The Southern Medical Journal (SMJ) is the official, peer-reviewed journal of the Southern Medical Association. It has a multidisciplinary and inter-professional focus that covers a broad range of topics relevant to physicians and other healthcare specialists.
SMJ // Article
Original Article
Where Are Future Doctors Who Southern Rural African Americans Will Trust? A Look Back into Rural Medical Scholars Data
Abstract
Objectives: African Americans’ distrust of institutions extends to southern US rural communities, limiting their use of healthcare resources. Local physicians are scarce, and treatable diseases accumulate. These communities want local doctors they can trust, consistent with research promoting culturally concordant doctor–patient relationships. African American student inclusion was a priority of the Rural Health Leaders Pipeline, which included precollege pipeline programs and a professional track (Rural Medical Scholars Program) of a master’s degree program and medical education. The purpose of the present study was to review African American students’ experience in the professional track to inform future efforts to produce rural African American physicians.Methods: We retrospectively tracked African Americans in the Rural Medical Scholars Program from 1996 to 2017. Data from pipeline and professional programs supplied racial identity, recruitment mechanism (from pipeline or general admissions), completion of a master’s degree program, medical school matriculation, medical school attended, and medical school progression. We counted students for visual analysis with a table for students’ distribution and graph for student progression.
Results: In 21 years, 1045 students participated in the Rural Health Leaders Pipeline—380 (36%) were African American, including 195 high school, 169 posthigh school, and 16 professional track students. Ten (63%) of these African American Rural Medical Scholars had been earlier pipeline students compared with 15% of non-African American peers. All 16 African American Rural Medical Scholars completed the master’s program, 12 entered medical school, and 10 progressed successfully, producing one rural African American physician every 2 years. These numbers were too small for statistical analysis.

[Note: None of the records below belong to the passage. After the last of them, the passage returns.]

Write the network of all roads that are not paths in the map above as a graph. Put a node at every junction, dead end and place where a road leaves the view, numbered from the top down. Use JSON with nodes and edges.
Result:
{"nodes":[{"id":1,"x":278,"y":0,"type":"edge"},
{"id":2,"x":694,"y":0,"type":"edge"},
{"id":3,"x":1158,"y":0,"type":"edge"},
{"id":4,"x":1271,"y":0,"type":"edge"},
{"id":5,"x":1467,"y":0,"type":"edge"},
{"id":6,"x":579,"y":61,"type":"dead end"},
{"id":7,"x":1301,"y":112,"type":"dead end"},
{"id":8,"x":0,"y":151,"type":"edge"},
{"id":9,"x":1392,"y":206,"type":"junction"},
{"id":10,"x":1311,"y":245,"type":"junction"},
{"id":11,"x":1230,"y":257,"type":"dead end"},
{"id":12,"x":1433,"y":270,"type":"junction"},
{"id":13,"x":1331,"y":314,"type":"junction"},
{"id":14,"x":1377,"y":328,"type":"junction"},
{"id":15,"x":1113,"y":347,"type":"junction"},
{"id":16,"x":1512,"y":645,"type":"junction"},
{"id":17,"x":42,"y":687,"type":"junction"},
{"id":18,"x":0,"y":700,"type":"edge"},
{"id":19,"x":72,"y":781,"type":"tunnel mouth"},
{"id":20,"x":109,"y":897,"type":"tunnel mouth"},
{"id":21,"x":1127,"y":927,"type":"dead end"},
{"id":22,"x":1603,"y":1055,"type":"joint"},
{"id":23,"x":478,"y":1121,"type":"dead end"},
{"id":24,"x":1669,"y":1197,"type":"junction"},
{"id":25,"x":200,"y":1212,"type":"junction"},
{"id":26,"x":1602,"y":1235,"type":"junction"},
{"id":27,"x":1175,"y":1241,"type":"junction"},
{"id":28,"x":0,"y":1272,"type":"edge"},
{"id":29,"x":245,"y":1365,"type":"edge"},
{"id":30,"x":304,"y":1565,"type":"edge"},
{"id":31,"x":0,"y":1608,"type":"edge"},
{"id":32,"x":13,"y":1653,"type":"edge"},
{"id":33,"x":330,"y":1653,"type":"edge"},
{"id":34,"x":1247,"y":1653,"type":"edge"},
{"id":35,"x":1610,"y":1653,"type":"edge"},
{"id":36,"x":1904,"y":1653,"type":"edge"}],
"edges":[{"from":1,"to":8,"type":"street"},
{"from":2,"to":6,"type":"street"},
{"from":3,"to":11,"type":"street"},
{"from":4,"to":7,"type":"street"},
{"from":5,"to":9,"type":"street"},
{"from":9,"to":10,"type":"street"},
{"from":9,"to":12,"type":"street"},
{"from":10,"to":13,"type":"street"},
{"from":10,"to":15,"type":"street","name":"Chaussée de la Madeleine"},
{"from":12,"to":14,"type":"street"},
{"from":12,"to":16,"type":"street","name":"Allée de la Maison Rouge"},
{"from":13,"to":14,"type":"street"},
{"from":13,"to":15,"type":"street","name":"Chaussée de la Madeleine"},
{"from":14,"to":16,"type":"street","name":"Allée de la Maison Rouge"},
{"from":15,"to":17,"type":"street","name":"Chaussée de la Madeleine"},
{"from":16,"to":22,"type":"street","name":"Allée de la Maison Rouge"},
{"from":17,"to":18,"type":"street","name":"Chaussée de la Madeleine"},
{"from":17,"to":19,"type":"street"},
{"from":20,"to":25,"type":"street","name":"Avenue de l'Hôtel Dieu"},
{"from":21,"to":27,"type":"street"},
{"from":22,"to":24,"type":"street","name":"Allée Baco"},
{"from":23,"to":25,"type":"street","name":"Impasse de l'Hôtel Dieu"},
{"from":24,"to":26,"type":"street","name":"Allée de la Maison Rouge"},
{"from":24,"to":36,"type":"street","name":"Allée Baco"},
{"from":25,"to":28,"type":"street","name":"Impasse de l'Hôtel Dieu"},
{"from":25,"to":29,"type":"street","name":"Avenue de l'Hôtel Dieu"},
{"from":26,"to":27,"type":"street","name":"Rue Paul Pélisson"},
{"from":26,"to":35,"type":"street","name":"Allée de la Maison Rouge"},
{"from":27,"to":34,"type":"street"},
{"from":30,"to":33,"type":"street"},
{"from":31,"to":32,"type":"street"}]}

Conclusions: Enthusiasm among preprofessional students and academic success through the master’s degree program but so few accessing medical education was the major finding, matching Association of American Medical Colleges’ data showing fewer than 0.01% of US medical students are rural African Americans. Interventions beyond recruitment are needed to involve African American students in rural medicine programs to produce culturally concordant physicians whom their communities can trust.